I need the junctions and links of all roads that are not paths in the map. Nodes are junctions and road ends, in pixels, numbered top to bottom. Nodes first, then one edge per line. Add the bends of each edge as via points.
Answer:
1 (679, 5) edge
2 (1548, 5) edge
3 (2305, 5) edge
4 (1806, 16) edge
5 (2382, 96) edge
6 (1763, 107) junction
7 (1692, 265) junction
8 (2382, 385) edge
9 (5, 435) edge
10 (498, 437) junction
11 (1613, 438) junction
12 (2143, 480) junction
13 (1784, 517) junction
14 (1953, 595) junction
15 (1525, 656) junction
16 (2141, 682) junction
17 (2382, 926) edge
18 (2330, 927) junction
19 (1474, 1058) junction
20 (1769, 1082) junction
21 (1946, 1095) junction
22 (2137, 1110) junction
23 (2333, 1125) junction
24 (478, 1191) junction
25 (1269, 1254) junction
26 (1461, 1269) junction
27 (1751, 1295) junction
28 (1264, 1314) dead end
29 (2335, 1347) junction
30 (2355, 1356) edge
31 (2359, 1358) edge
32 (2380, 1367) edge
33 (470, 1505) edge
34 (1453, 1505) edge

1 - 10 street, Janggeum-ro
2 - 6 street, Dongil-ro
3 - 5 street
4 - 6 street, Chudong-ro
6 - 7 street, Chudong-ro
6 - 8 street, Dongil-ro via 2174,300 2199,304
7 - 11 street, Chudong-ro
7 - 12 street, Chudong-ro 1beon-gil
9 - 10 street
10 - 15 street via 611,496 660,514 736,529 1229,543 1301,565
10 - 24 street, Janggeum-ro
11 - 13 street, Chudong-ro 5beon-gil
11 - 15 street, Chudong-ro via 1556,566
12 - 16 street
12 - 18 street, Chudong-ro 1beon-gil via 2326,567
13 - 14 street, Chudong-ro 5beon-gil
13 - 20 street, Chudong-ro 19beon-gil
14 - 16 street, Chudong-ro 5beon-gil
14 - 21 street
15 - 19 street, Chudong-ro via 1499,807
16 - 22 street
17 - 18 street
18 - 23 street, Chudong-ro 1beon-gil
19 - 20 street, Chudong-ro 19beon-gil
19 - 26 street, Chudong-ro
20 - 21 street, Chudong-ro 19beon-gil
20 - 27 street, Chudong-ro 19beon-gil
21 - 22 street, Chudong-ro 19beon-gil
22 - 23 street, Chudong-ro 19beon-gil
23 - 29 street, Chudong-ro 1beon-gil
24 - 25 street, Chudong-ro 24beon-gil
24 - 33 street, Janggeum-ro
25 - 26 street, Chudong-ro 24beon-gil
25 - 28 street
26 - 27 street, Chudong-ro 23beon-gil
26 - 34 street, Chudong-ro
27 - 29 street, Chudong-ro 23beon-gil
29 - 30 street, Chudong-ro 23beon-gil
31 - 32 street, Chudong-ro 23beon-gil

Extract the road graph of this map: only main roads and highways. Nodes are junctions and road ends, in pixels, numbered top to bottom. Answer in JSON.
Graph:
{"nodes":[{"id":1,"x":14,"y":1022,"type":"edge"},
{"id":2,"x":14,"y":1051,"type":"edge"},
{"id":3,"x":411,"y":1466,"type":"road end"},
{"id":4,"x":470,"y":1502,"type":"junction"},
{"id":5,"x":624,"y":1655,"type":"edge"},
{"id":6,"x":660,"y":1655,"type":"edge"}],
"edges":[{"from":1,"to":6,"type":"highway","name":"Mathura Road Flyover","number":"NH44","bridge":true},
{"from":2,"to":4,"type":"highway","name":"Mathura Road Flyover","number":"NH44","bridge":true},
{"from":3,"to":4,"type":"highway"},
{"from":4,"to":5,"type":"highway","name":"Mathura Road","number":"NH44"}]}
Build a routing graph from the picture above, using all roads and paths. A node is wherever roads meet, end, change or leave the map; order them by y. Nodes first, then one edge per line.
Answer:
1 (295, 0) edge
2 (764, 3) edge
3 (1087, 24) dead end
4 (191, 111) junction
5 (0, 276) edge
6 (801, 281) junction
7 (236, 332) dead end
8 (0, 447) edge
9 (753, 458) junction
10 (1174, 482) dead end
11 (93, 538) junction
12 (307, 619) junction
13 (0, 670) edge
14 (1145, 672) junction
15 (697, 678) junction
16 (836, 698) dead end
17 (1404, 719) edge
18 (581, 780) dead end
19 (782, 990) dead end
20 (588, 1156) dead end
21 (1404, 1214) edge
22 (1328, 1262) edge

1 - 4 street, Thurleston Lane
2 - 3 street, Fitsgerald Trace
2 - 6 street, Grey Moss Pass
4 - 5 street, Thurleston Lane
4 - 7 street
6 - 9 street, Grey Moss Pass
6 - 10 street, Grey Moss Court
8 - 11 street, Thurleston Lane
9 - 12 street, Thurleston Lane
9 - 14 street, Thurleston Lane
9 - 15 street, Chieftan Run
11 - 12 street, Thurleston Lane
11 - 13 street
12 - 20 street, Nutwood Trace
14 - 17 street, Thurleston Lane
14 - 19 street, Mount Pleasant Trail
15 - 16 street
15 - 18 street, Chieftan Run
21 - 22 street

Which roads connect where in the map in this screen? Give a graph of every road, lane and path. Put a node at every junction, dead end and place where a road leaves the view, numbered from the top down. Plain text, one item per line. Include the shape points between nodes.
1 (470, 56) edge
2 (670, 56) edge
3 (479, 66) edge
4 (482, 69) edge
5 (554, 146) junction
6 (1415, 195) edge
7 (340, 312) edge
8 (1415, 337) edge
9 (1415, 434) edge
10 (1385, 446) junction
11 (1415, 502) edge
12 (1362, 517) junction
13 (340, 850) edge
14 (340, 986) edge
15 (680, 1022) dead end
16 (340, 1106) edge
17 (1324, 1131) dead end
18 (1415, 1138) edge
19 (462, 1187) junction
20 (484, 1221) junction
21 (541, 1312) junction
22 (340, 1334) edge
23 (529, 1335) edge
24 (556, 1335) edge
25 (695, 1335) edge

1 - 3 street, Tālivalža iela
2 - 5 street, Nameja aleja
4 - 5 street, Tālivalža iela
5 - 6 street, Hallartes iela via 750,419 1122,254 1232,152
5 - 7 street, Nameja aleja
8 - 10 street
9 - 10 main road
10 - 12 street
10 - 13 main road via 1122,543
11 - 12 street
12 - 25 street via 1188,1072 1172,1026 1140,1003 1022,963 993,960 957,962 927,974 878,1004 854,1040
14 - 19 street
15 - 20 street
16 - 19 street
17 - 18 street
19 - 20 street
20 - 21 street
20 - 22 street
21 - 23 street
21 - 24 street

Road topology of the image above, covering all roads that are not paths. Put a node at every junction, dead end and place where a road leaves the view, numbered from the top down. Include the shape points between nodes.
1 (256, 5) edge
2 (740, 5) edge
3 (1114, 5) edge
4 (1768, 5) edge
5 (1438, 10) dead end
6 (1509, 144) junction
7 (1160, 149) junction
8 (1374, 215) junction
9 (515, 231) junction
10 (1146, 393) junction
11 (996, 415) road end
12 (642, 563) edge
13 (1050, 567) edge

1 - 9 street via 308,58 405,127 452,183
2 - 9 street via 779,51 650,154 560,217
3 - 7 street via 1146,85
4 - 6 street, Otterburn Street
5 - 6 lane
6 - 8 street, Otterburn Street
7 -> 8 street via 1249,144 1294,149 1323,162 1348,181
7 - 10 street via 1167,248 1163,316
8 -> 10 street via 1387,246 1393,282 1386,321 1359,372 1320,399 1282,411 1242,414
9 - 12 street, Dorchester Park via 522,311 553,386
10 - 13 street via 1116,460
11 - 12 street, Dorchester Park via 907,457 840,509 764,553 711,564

· · · · ·

Print every record exactly, so that each word matches what is written above.

Expected answer:
I need the junctions and links of all roads that are not paths in the map. Nodes are junctions and road ends, in pixels, numbered top to bottom. Nodes first, then one edge per line. Add the bends of each edge as via points.
Answer:
1 (679, 5) edge
2 (1548, 5) edge
3 (2305, 5) edge
4 (1806, 16) edge
5 (2382, 96) edge
6 (1763, 107) junction
7 (1692, 265) junction
8 (2382, 385) edge
9 (5, 435) edge
10 (498, 437) junction
11 (1613, 438) junction
12 (2143, 480) junction
13 (1784, 517) junction
14 (1953, 595) junction
15 (1525, 656) junction
16 (2141, 682) junction
17 (2382, 926) edge
18 (2330, 927) junction
19 (1474, 1058) junction
20 (1769, 1082) junction
21 (1946, 1095) junction
22 (2137, 1110) junction
23 (2333, 1125) junction
24 (478, 1191) junction
25 (1269, 1254) junction
26 (1461, 1269) junction
27 (1751, 1295) junction
28 (1264, 1314) dead end
29 (2335, 1347) junction
30 (2355, 1356) edge
31 (2359, 1358) edge
32 (2380, 1367) edge
33 (470, 1505) edge
34 (1453, 1505) edge

1 - 10 street, Janggeum-ro
2 - 6 street, Dongil-ro
3 - 5 street
4 - 6 street, Chudong-ro
6 - 7 street, Chudong-ro
6 - 8 street, Dongil-ro via 2174,300 2199,304
7 - 11 street, Chudong-ro
7 - 12 street, Chudong-ro 1beon-gil
9 - 10 street
10 - 15 street via 611,496 660,514 736,529 1229,543 1301,565
10 - 24 street, Janggeum-ro
11 - 13 street, Chudong-ro 5beon-gil
11 - 15 street, Chudong-ro via 1556,566
12 - 16 street
12 - 18 street, Chudong-ro 1beon-gil via 2326,567
13 - 14 street, Chudong-ro 5beon-gil
13 - 20 street, Chudong-ro 19beon-gil
14 - 16 street, Chudong-ro 5beon-gil
14 - 21 street
15 - 19 street, Chudong-ro via 1499,807
16 - 22 street
17 - 18 street
18 - 23 street, Chudong-ro 1beon-gil
19 - 20 street, Chudong-ro 19beon-gil
19 - 26 street, Chudong-ro
20 - 21 street, Chudong-ro 19beon-gil
20 - 27 street, Chudong-ro 19beon-gil
21 - 22 street, Chudong-ro 19beon-gil
22 - 23 street, Chudong-ro 19beon-gil
23 - 29 street, Chudong-ro 1beon-gil
24 - 25 street, Chudong-ro 24beon-gil
24 - 33 street, Janggeum-ro
25 - 26 street, Chudong-ro 24beon-gil
25 - 28 street
26 - 27 street, Chudong-ro 23beon-gil
26 - 34 street, Chudong-ro
27 - 29 street, Chudong-ro 23beon-gil
29 - 30 street, Chudong-ro 23beon-gil
31 - 32 street, Chudong-ro 23beon-gil

Extract the road graph of this map: only main roads and highways. Nodes are junctions and road ends, in pixels, numbered top to bottom. Answer in JSON.
Graph:
{"nodes":[{"id":1,"x":14,"y":1022,"type":"edge"},
{"id":2,"x":14,"y":1051,"type":"edge"},
{"id":3,"x":411,"y":1466,"type":"road end"},
{"id":4,"x":470,"y":1502,"type":"junction"},
{"id":5,"x":624,"y":1655,"type":"edge"},
{"id":6,"x":660,"y":1655,"type":"edge"}],
"edges":[{"from":1,"to":6,"type":"highway","name":"Mathura Road Flyover","number":"NH44","bridge":true},
{"from":2,"to":4,"type":"highway","name":"Mathura Road Flyover","number":"NH44","bridge":true},
{"from":3,"to":4,"type":"highway"},
{"from":4,"to":5,"type":"highway","name":"Mathura Road","number":"NH44"}]}
Build a routing graph from the picture above, using all roads and paths. A node is wherever roads meet, end, change or leave the map; order them by y. Nodes first, then one edge per line.
Answer:
1 (295, 0) edge
2 (764, 3) edge
3 (1087, 24) dead end
4 (191, 111) junction
5 (0, 276) edge
6 (801, 281) junction
7 (236, 332) dead end
8 (0, 447) edge
9 (753, 458) junction
10 (1174, 482) dead end
11 (93, 538) junction
12 (307, 619) junction
13 (0, 670) edge
14 (1145, 672) junction
15 (697, 678) junction
16 (836, 698) dead end
17 (1404, 719) edge
18 (581, 780) dead end
19 (782, 990) dead end
20 (588, 1156) dead end
21 (1404, 1214) edge
22 (1328, 1262) edge

1 - 4 street, Thurleston Lane
2 - 3 street, Fitsgerald Trace
2 - 6 street, Grey Moss Pass
4 - 5 street, Thurleston Lane
4 - 7 street
6 - 9 street, Grey Moss Pass
6 - 10 street, Grey Moss Court
8 - 11 street, Thurleston Lane
9 - 12 street, Thurleston Lane
9 - 14 street, Thurleston Lane
9 - 15 street, Chieftan Run
11 - 12 street, Thurleston Lane
11 - 13 street
12 - 20 street, Nutwood Trace
14 - 17 street, Thurleston Lane
14 - 19 street, Mount Pleasant Trail
15 - 16 street
15 - 18 street, Chieftan Run
21 - 22 street

Which roads connect where in the map in this screen? Give a graph of every road, lane and path. Put a node at every junction, dead end and place where a road leaves the view, numbered from the top down. Plain text, one item per line. Include the shape points between nodes.
1 (470, 56) edge
2 (670, 56) edge
3 (479, 66) edge
4 (482, 69) edge
5 (554, 146) junction
6 (1415, 195) edge
7 (340, 312) edge
8 (1415, 337) edge
9 (1415, 434) edge
10 (1385, 446) junction
11 (1415, 502) edge
12 (1362, 517) junction
13 (340, 850) edge
14 (340, 986) edge
15 (680, 1022) dead end
16 (340, 1106) edge
17 (1324, 1131) dead end
18 (1415, 1138) edge
19 (462, 1187) junction
20 (484, 1221) junction
21 (541, 1312) junction
22 (340, 1334) edge
23 (529, 1335) edge
24 (556, 1335) edge
25 (695, 1335) edge

1 - 3 street, Tālivalža iela
2 - 5 street, Nameja aleja
4 - 5 street, Tālivalža iela
5 - 6 street, Hallartes iela via 750,419 1122,254 1232,152
5 - 7 street, Nameja aleja
8 - 10 street
9 - 10 main road
10 - 12 street
10 - 13 main road via 1122,543
11 - 12 street
12 - 25 street via 1188,1072 1172,1026 1140,1003 1022,963 993,960 957,962 927,974 878,1004 854,1040
14 - 19 street
15 - 20 street
16 - 19 street
17 - 18 street
19 - 20 street
20 - 21 street
20 - 22 street
21 - 23 street
21 - 24 street

Road topology of the image above, covering all roads that are not paths. Put a node at every junction, dead end and place where a road leaves the view, numbered from the top down. Include the shape points between nodes.
1 (256, 5) edge
2 (740, 5) edge
3 (1114, 5) edge
4 (1768, 5) edge
5 (1438, 10) dead end
6 (1509, 144) junction
7 (1160, 149) junction
8 (1374, 215) junction
9 (515, 231) junction
10 (1146, 393) junction
11 (996, 415) road end
12 (642, 563) edge
13 (1050, 567) edge

1 - 9 street via 308,58 405,127 452,183
2 - 9 street via 779,51 650,154 560,217
3 - 7 street via 1146,85
4 - 6 street, Otterburn Street
5 - 6 lane
6 - 8 street, Otterburn Street
7 -> 8 street via 1249,144 1294,149 1323,162 1348,181
7 - 10 street via 1167,248 1163,316
8 -> 10 street via 1387,246 1393,282 1386,321 1359,372 1320,399 1282,411 1242,414
9 - 12 street, Dorchester Park via 522,311 553,386
10 - 13 street via 1116,460
11 - 12 street, Dorchester Park via 907,457 840,509 764,553 711,564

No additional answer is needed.